Now that we are in a political season, one of the statements I hear repeatedly in Christian circles is that Jesus was neither a Democrat nor a Republican. That is a little bit of a mantra that gets said again and again. People ask me what I think about that statement, and I say that it depends on what someone is doing with a statement like that. If they are simply seeing that no political party is an absolute match with everything the Bible says, that is true. In that sense, of course, we can agree that Jesus was neither a Democrat or Republican because no political party is going to be an exact fit with everything we believe and that Jesus would have believed.

Christians are obligated to do the hard work of determining which party comes closer to the Christian worldview.

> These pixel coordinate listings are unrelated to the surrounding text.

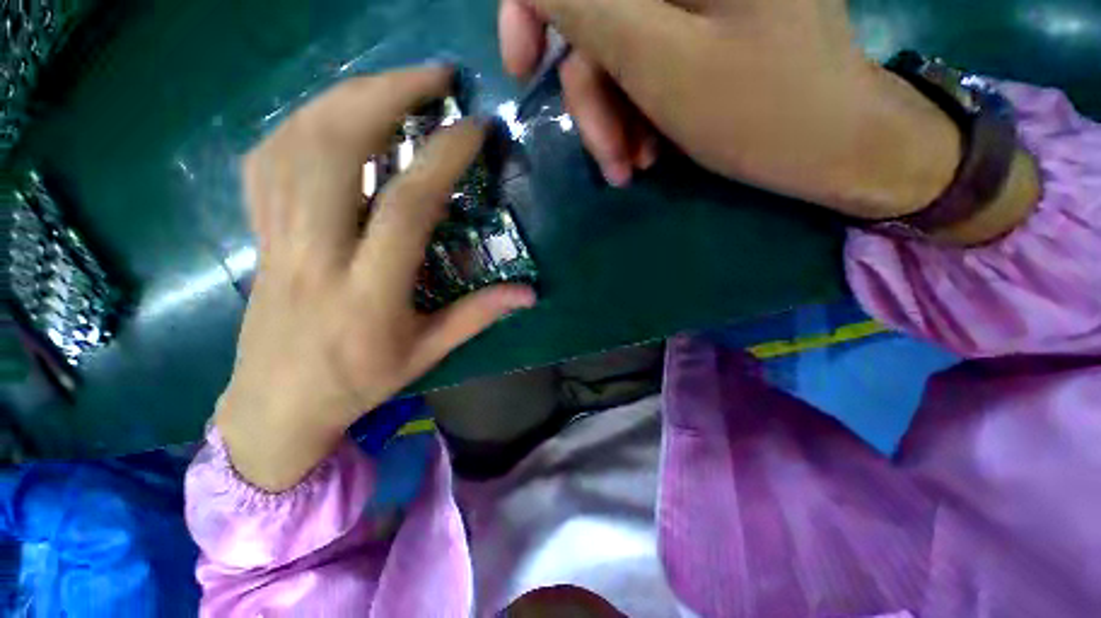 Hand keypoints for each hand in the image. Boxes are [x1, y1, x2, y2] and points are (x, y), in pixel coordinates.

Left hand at [216, 66, 535, 491]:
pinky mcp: (259, 234)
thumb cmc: (358, 382)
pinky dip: (302, 123)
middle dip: (385, 96)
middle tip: (433, 76)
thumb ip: (478, 316)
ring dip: (346, 97)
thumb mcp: (427, 353)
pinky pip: (268, 160)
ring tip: (391, 83)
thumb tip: (529, 293)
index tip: (474, 129)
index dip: (442, 158)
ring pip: (295, 143)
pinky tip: (335, 116)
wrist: (277, 404)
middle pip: (335, 150)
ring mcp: (276, 239)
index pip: (406, 207)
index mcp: (367, 293)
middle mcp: (315, 255)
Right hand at [499, 0, 962, 219]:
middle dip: (591, 98)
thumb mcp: (660, 60)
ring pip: (616, 51)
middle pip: (596, 16)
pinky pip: (642, 67)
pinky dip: (635, 114)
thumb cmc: (759, 110)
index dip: (531, 6)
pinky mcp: (702, 29)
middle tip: (610, 160)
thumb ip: (588, 6)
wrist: (831, 147)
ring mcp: (695, 0)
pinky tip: (648, 153)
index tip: (523, 69)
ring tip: (631, 167)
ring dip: (615, 119) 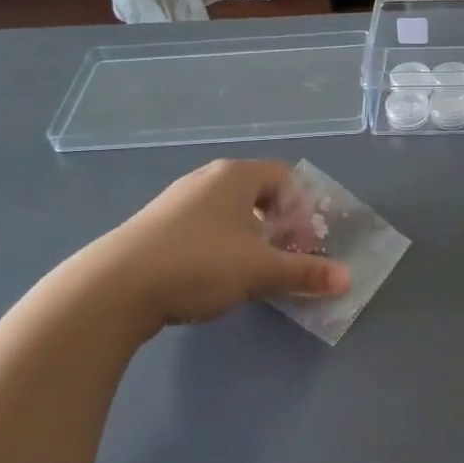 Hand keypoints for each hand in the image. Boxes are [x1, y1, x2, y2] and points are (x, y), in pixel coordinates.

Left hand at [93, 160, 351, 327]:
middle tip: (286, 256)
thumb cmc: (199, 263)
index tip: (305, 242)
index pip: (284, 177)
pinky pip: (203, 227)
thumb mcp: (260, 270)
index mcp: (235, 176)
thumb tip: (348, 280)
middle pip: (257, 193)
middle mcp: (206, 179)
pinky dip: (220, 246)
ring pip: (229, 212)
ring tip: (253, 271)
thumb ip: (305, 273)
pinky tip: (213, 277)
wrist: (115, 286)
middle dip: (279, 225)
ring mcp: (177, 201)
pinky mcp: (156, 226)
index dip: (303, 208)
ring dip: (250, 238) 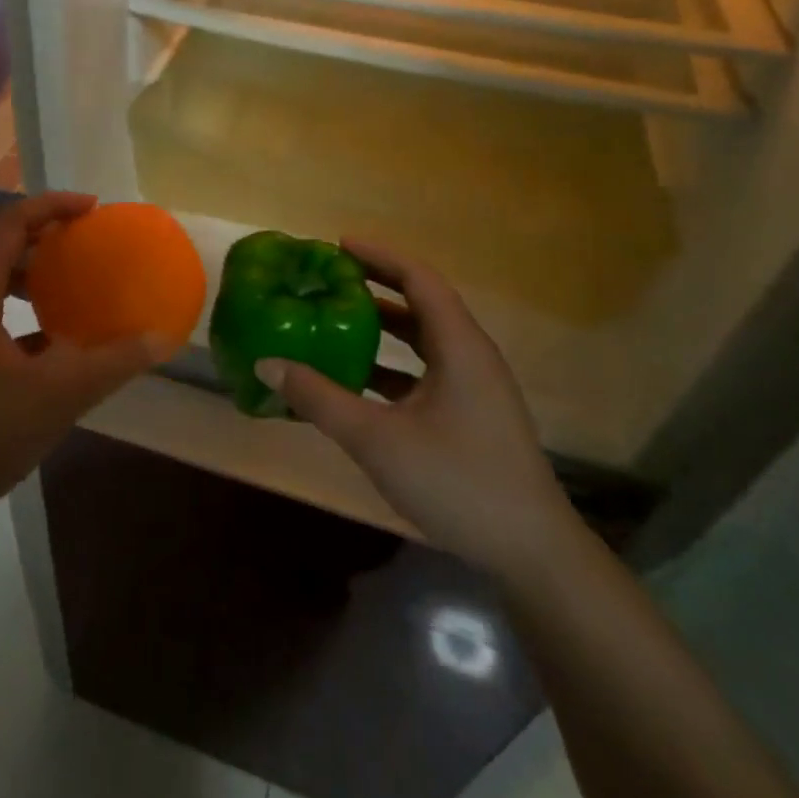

Oftentimes, that is not what people mean by the phrase. When they say Jesus is neither Democrat or Republican, what they often mean is that because the Bible does not match exactly with any political party, how a Christian votes is entirely a free for all. There are no boundaries or things that could determine how you vote. Whether you vote this way or that way, it does not matter because Jesus was neither a Democrat or Republican.

I would disagree with that interpretation of that phrase because we do not have a 100 percent match between what the Bible teaches and a political party. That does not mean that there are not some political parties that come closer to what the Bible teaches. I think it is the job of every believer to ask a simple question: Which political candidate or political party most closely matches the biblical worldview that I hold to?

Rather than taking the easy way out by saying that it does not really matter how you vote, I think the Christian is obligated to do the hard work of determining which party comes closer to the Christian worldview. I think that the parties are so different today that that is not as hard a question to answer as it may have been in prior years. Long ago when the parties were very similar in some ways, we saw a polarization in our world. I think it is clear now that some parties are a lot closer to the Christian worldview than others, and I think that is the way Christians should think about the way they vote.